If you were my kin this is the advice you'd get from me.

Get something common and quality.

Look for police trade in.

probably going to be either a glock, a sig or a s&w. maybee a beretta. Most likely going to be in 9mm or 40s&w

Get a good gun belt and a good holster

Shoot the crap outta it. Learn how to use your tool

Probably find something for 500 and under


----------



## psegnatelli (Sep 12, 2012)

Also if you want to get a dog or most other animals to stop for a second or two. Squeak or whistle


----------



## littlejoe (Jan 17, 2007)

*Best small caliber hand gun for cheapness/accuracy?* 

Your looking for a defensive gun in a offensive situation. Handguns, for the largest part are a defensive firearm...made for short range. The likelihood of you finding another sick coyote in range of a handgun, with a person who is not skilled with them is pretty darn slim!

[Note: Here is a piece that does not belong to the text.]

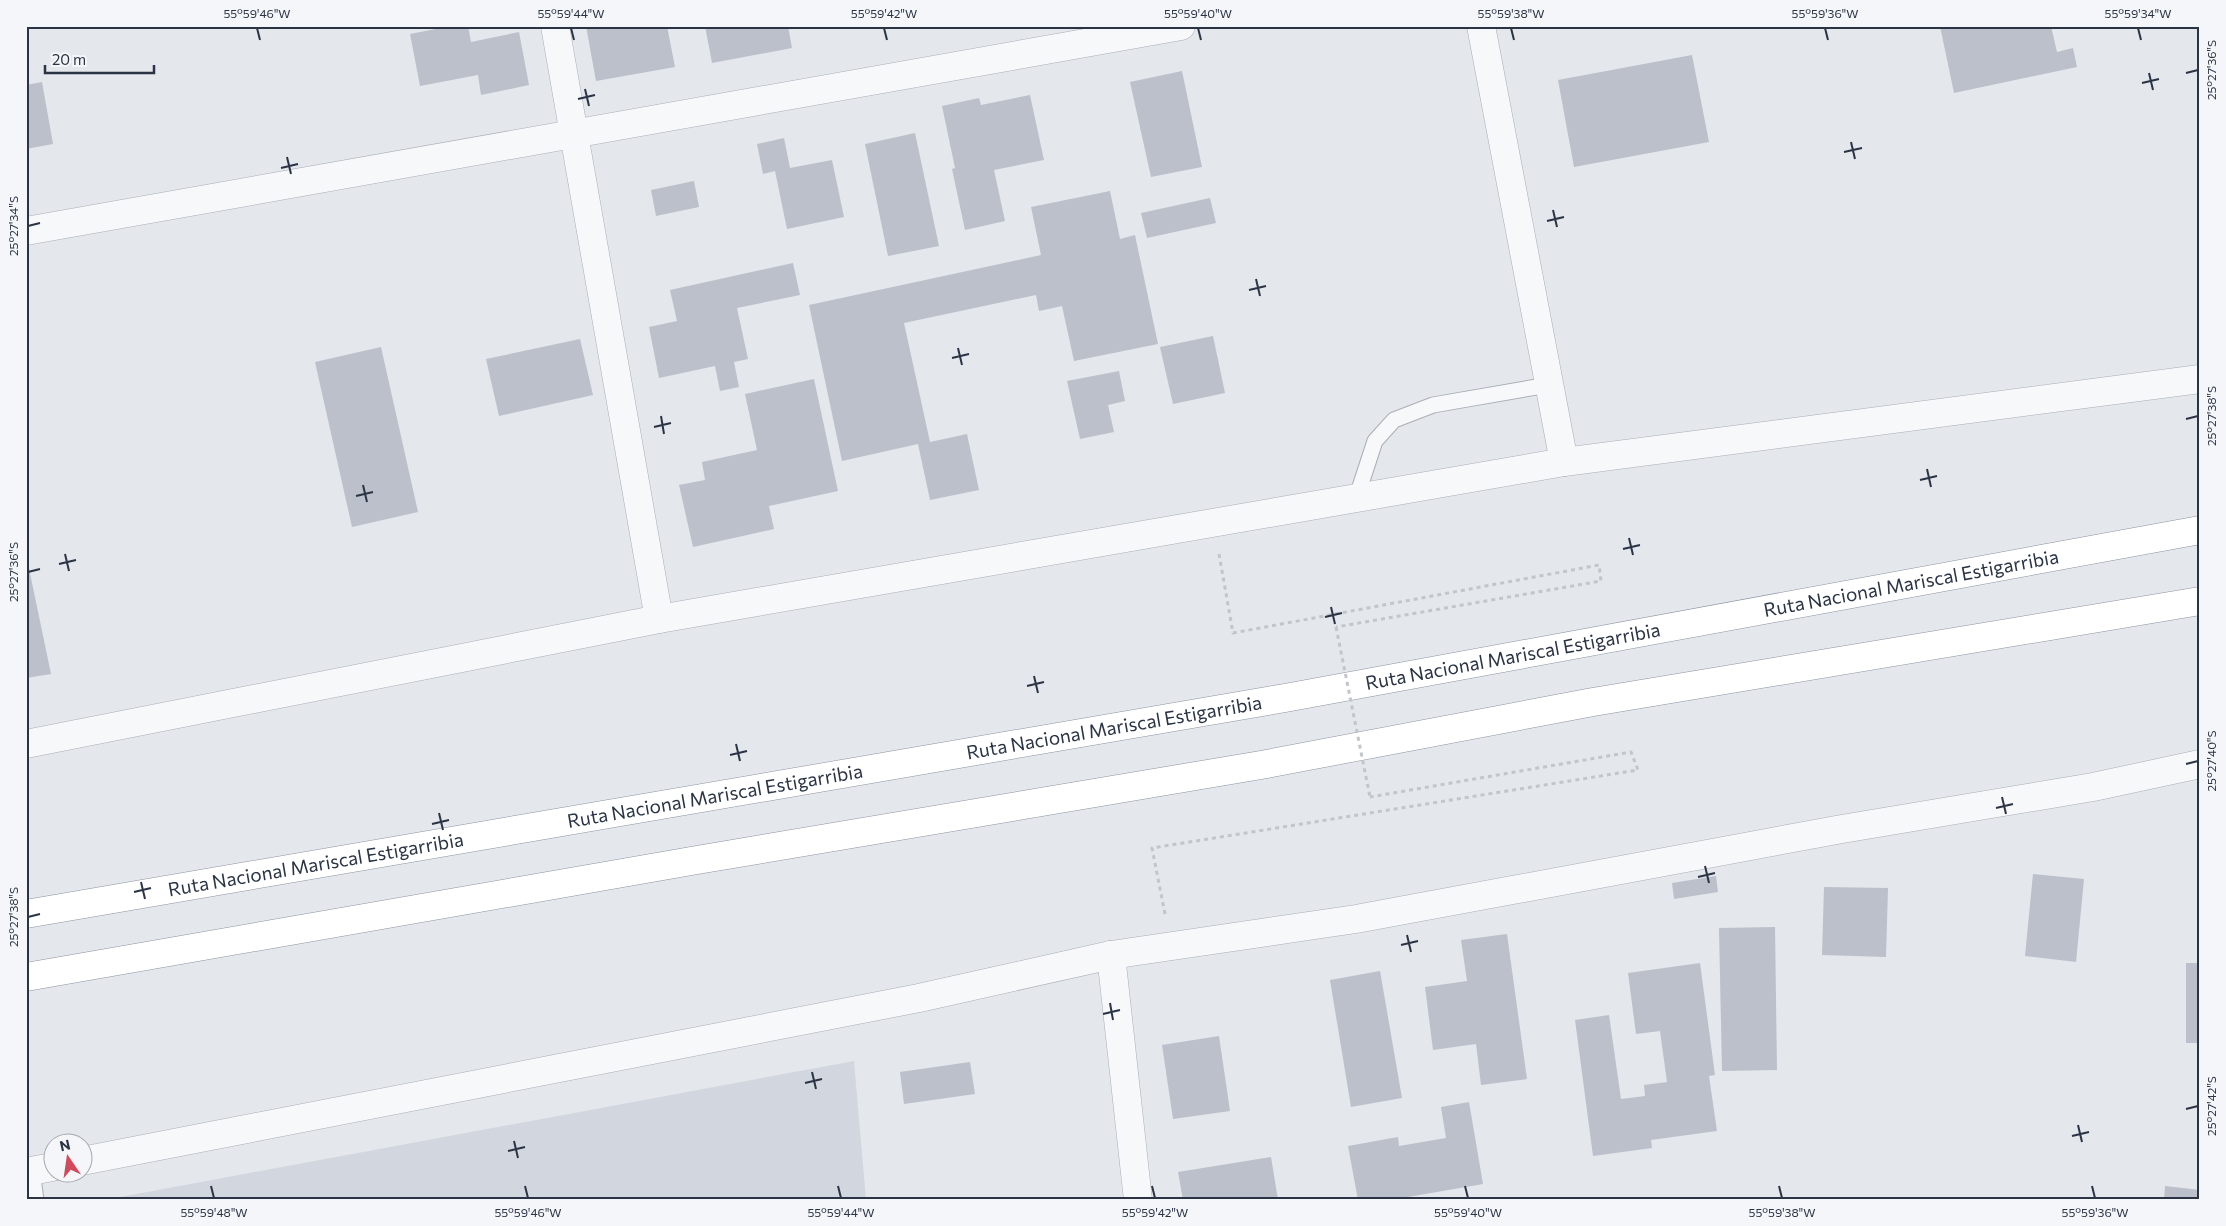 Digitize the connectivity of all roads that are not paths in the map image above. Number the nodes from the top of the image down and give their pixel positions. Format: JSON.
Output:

If you are going out to kill something, or hunt, you are best to carry an offensive firearm, which would be a rifle or shotgun, depending on circumstances. I shoot a handgun only fair, and I shoot them a fair amount. THey would be *last* choice if I needed to kill something.


----------



## Pops2 (Jan 27, 2003)

See if you can find an old h&r or NEF 32 revolver. They aren't fancy but they carry well and and the 32 magnum cartridge hits similar to an M1 carbine round and relatively low recoil. With a 4 inch or longer barrel you'd be good on yotes to 75 yards IF you can shoot that well. Other good options are single action revolvers in the same/similar caliber like a used Ruger single six in 32 mag or a Colt SAA knock off in 32-20. Also if you have longer hands/fingers a used AMT automag II in 22 magnum or Automag III in 30 carbine in the shorter barreled variants would do what you want.


----------



## alleyyooper (Apr 22, 2005)

I carry a Rugar super six and have the 22 mag cylinder in it. I'm happy with how it performs. 

 Al


----------



## Jolly (Jan 8, 2004)

Smith & Wesson 422. Used.

The forgotten gun that saved the company...At a time when Smith couldn't give their guns away, the little 422 sold by the sack full.

Reasons:

1. The are a full size firearm, 4or 6" barrel, but they weigh so little they almost float.
2. They are surprisingly accurate for what they are.
3. Light, single action trigger. That probably contributes to #2 above.
4. The bore sits very close to the top of the hand, letting you shoot them fast. Very, very fast. Before you can say, "Jack married a widow", I can put 10 rounds in a gallon milk jug at 30 feet.
5. As long as you keep them clean, they are quite reliable.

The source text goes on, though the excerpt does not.